For their key-value storage accelerator, they have implemented an API that’s similar to RocksDB, a persistent key-value store, which is used as a physical storage backend for Reddis and similar in-memory databases. However, the challenge with RocksDB is that there are lots of tuning knobs/parameters. So getting right takes some work. But all this can be avoided just by using Pliops.

We didn’t talk too much about how their key-value store works. Moshe says they optimize the key structures and key data so that all database keys can be retained in their board’s memory and just by doing that, they can have immediate (1 IO) access to any data block pointed to by those keys.

He did mention that they provide ~the same performance for a database getting 10-25% host cache hit rates using their board as that same database would support with a 80-90% host cache hit rate not using their board. Some of this was shown at SFD21 (so check out the videos above for more performance info)

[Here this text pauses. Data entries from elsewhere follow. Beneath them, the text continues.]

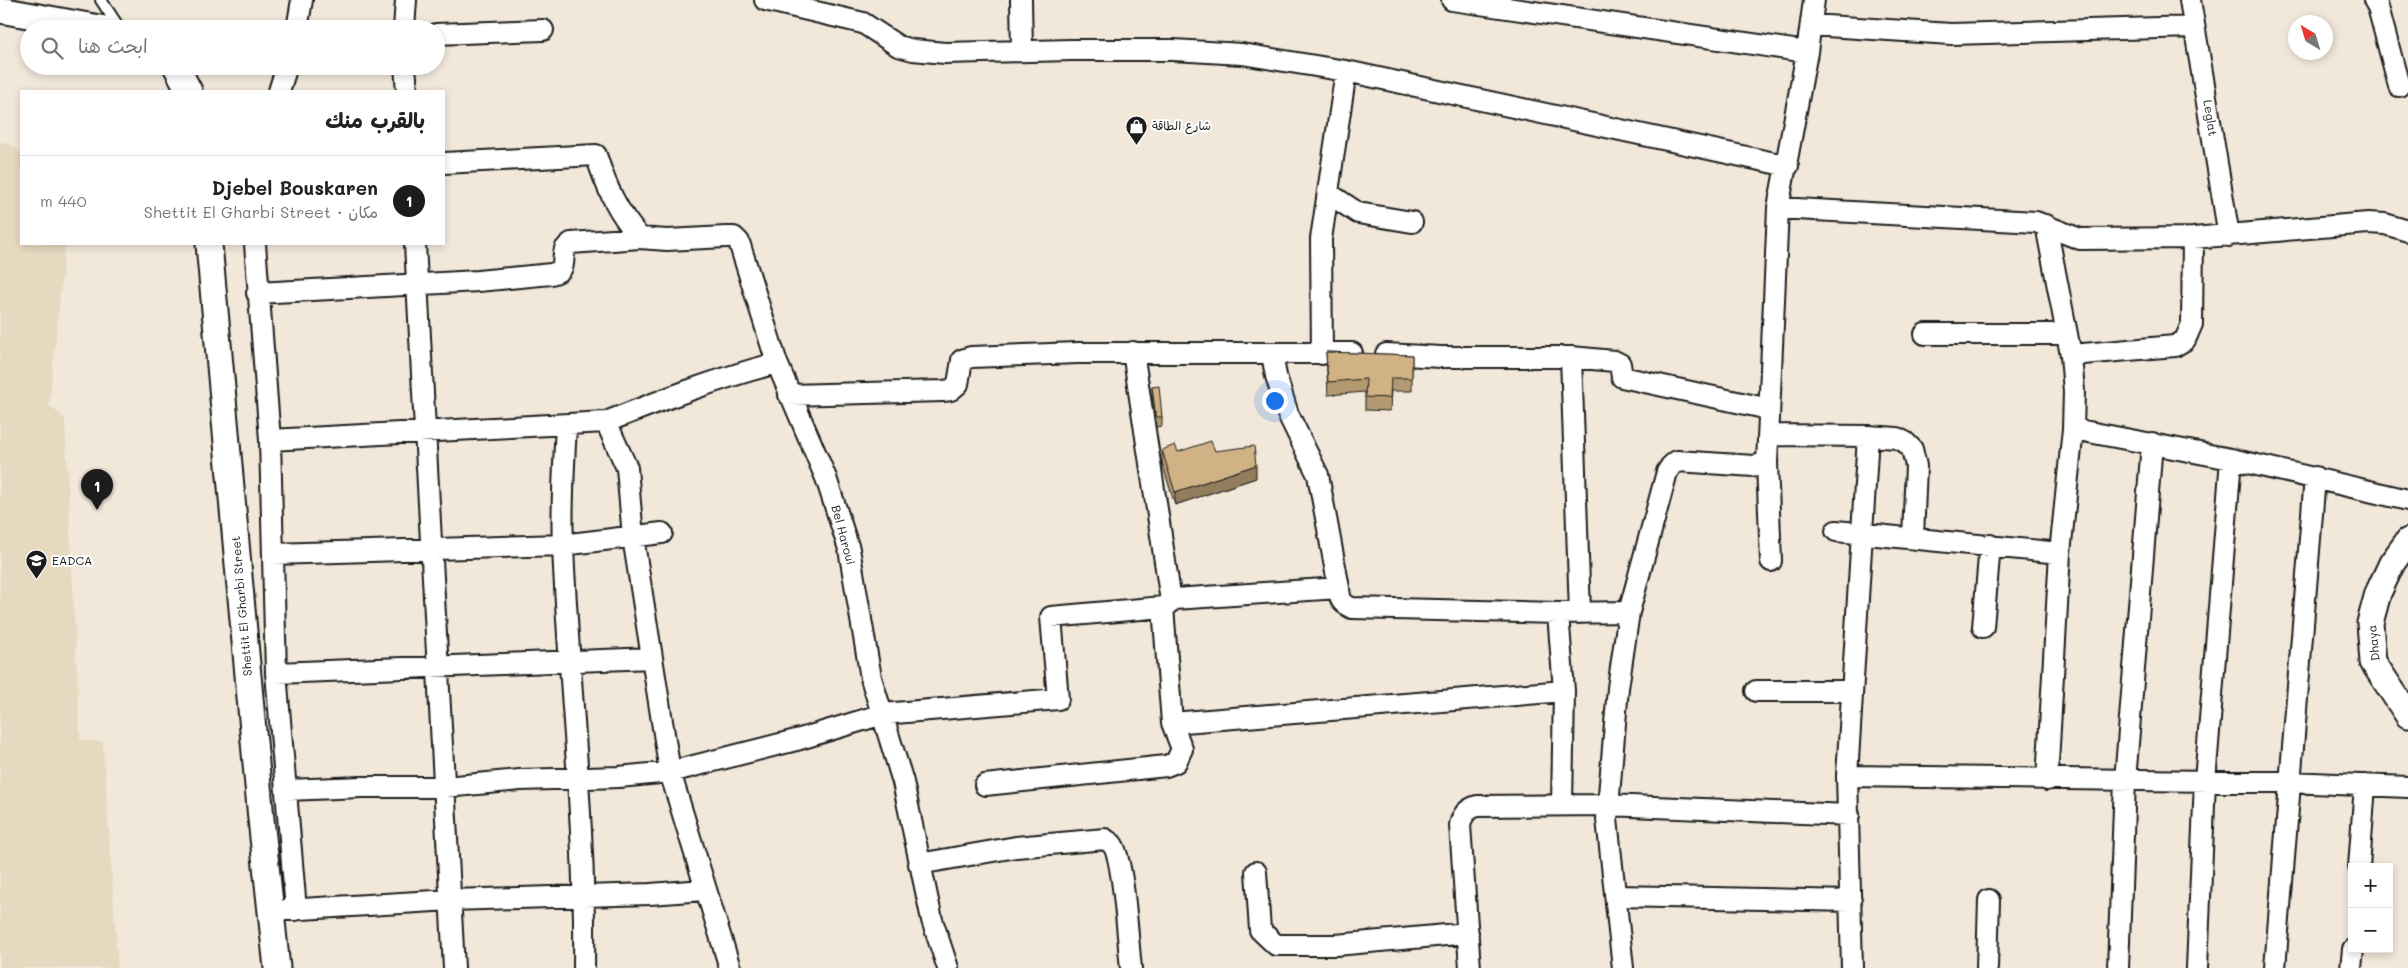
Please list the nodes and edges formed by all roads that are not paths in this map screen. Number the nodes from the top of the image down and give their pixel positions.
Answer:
1 (100, 0) edge
2 (302, 0) edge
3 (406, 0) edge
4 (765, 0) edge
5 (1021, 0) edge
6 (1814, 0) edge
7 (2190, 0) edge
8 (2374, 0) edge
9 (1462, 1) edge
10 (0, 10) edge
11 (55, 20) edge
12 (114, 20) edge
13 (299, 20) edge
14 (405, 20) edge
15 (1811, 25) junction
16 (2194, 26) junction
17 (543, 30) dead end
18 (445, 34) edge
19 (1022, 51) junction
20 (1808, 52) junction
21 (1346, 71) junction
22 (181, 75) edge
23 (284, 75) edge
24 (406, 75) edge
25 (2399, 86) dead end
26 (188, 90) edge
27 (279, 90) edge
28 (407, 90) edge
29 (445, 163) edge
30 (1788, 166) junction
31 (1328, 193) junction
32 (1778, 208) junction
33 (1412, 222) dead end
34 (2046, 225) junction
35 (2408, 231) edge
36 (2229, 236) junction
37 (640, 238) junction
38 (2193, 238) junction
39 (209, 245) edge
40 (255, 245) edge
41 (415, 245) edge
42 (417, 285) junction
43 (257, 293) junction
44 (1925, 334) dead end
45 (2067, 334) junction
46 (1133, 352) junction
47 (1272, 354) junction
48 (1322, 354) junction
49 (2071, 355) junction
50 (1571, 357) junction
51 (777, 364) junction
52 (789, 395) junction
53 (1769, 409) junction
54 (606, 422) junction
55 (566, 425) junction
56 (2073, 429) junction
57 (425, 431) junction
58 (1770, 435) junction
59 (1868, 436) junction
60 (270, 440) junction
61 (2152, 443) junction
62 (2231, 459) junction
63 (1767, 463) junction
64 (2315, 477) junction
65 (2408, 500) edge
66 (1836, 531) dead end
67 (662, 533) dead end
68 (1862, 534) junction
69 (633, 537) junction
70 (1913, 538) junction
71 (2408, 541) edge
72 (1990, 545) junction
73 (562, 546) junction
74 (432, 549) junction
75 (2060, 553) junction
76 (273, 554) junction
77 (1771, 561) dead end
78 (1339, 588) junction
79 (1167, 604) junction
80 (1629, 612) junction
81 (1558, 613) junction
82 (1580, 613) junction
83 (1983, 627) dead end
84 (652, 658) junction
85 (571, 661) junction
86 (438, 667) junction
87 (276, 673) junction
88 (1564, 690) junction
89 (1756, 691) dead end
90 (1852, 691) junction
91 (883, 714) junction
92 (2408, 715) edge
93 (1172, 723) junction
94 (670, 772) junction
95 (1847, 776) junction
96 (580, 778) junction
97 (2046, 780) junction
98 (2125, 781) junction
99 (2205, 781) junction
100 (2289, 782) junction
101 (985, 785) dead end
102 (2365, 785) junction
103 (444, 787) junction
104 (2408, 787) edge
105 (286, 790) junction
106 (1562, 805) junction
107 (1607, 805) junction
108 (1849, 815) junction
109 (2359, 863) edge
110 (918, 864) junction
111 (1256, 872) dead end
112 (704, 890) junction
113 (585, 896) junction
114 (1617, 896) junction
115 (451, 900) junction
116 (1989, 900) dead end
117 (1851, 901) junction
118 (296, 910) junction
119 (271, 911) junction
120 (1468, 934) junction
121 (2353, 953) edge
122 (277, 968) edge
123 (454, 968) edge
124 (584, 968) edge
125 (730, 968) edge
126 (948, 968) edge
127 (1131, 968) edge
128 (1470, 968) edge
129 (1623, 968) edge
130 (1852, 968) edge
131 (1986, 968) edge
132 (2118, 968) edge
133 (2197, 968) edge
134 (2275, 968) edge
135 (2351, 968) edge

1 - 12 lane
2 - 13 street
3 - 14 street
4 - 19 street
5 - 19 street
6 - 15 street
7 - 16 street, Leglat
8 - 25 street
9 - 20 street
10 - 11 street
15 - 16 street
15 - 20 street
16 - 36 street, Leglat
17 - 18 street
19 - 21 street
20 - 30 street
21 - 30 street
21 - 31 street
22 - 26 street
23 - 27 street
24 - 28 street
29 - 37 street
30 - 32 street
31 - 33 street
31 - 48 street
32 - 34 street
32 - 53 street
34 - 38 street
34 - 45 street
35 - 36 street
36 - 38 street
37 - 42 street
37 - 51 street, Bel Haroui
38 - 49 street
39 - 119 street, Shettit El Gharbi Street
40 - 43 street
41 - 42 street
42 - 43 street
42 - 57 street
43 - 60 street
44 - 45 street
45 - 49 street
46 - 47 street
46 - 52 street
46 - 79 street
47 - 48 street
47 - 78 street
48 - 50 street
49 - 56 street
50 - 53 street
50 - 82 street
51 - 52 street, Bel Haroui
51 - 54 street
52 - 91 street, Bel Haroui
53 - 58 street
54 - 55 street
54 - 69 street
55 - 57 street
55 - 73 street
56 - 61 street
56 - 75 street
57 - 60 street
57 - 74 street
58 - 59 street
58 - 63 street
59 - 68 street
59 - 70 street
60 - 76 street
61 - 62 street
61 - 98 street
62 - 64 street
62 - 99 street
63 - 77 street
63 - 80 street
64 - 65 street
64 - 100 street
66 - 68 street
67 - 69 street
68 - 70 street
68 - 90 street
69 - 73 street
69 - 84 street
70 - 72 street
71 - 92 street, Dhaya
72 - 75 street
72 - 83 street
73 - 74 street
73 - 85 street
74 - 76 street
74 - 86 street
75 - 97 street
76 - 87 street
78 - 79 street
78 - 81 street
79 - 91 street
79 - 93 street
80 - 82 street
80 - 107 street
81 - 82 street
81 - 88 street
84 - 85 street
84 - 94 street
85 - 86 street
85 - 96 street
86 - 87 street
86 - 103 street
87 - 105 street
88 - 93 street
88 - 106 street
89 - 90 street
90 - 95 street
91 - 94 street
91 - 110 street, Bel Haroui
93 - 101 street
94 - 96 street
94 - 112 street
95 - 97 street
95 - 108 street
96 - 103 street
96 - 113 street
97 - 98 street
98 - 99 street
98 - 132 street
99 - 100 street
99 - 133 street
100 - 102 street
100 - 134 street
102 - 104 street
102 - 109 street
103 - 105 street
103 - 115 street
105 - 118 street
106 - 107 street
106 - 120 street
107 - 108 street
107 - 114 street
108 - 117 street
110 - 126 street, Bel Haroui
110 - 127 street
111 - 120 street
112 - 113 street
112 - 125 street
113 - 115 street
113 - 124 street
114 - 117 street
114 - 129 street
115 - 118 street
115 - 123 street
116 - 131 street
117 - 130 street
118 - 119 street
119 - 122 street, Shettit El Gharbi Street
120 - 128 street
121 - 135 street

A couple of other advantages they bring to the table. As they are interposed between the host and the NVMe SSDs they can take advantage of their NVDIMMs and memory to write much wider stripes than the host writes. This allows them to reduce SSD read and write amplification (due to less garbage collection) by writing more full NAND pages. All this also reduces physical host (data) writes/day which can significantly improve SSD endurance.

Somewhere in all that smart caching and data compression, they are able to also decrease response times It turns out that databases that don’t use RocksDB or depend on key-value stores can easily take advantage of all their block store functionality to improve IO performance.

They mostly market their product to hyperscalers and superscalers. His definition of super-scalers was any organization that operates at public cloud levels but is not a public cloud (e.g., big social media companies).

Moshe Twitto, CTO & Co-founder Pliops

Moshe is an expert in advanced data management and coding algorithms. Prior to co-founding Pliops, Moshe served as CTO of Samsung’s SSD Controller Development Center in Israel.

Moshe holds MSEE, BSEE degrees from Technion University, Summa Cum Laude and served in the Unit 8200 Intelligence Division of the Israel Defense Corps.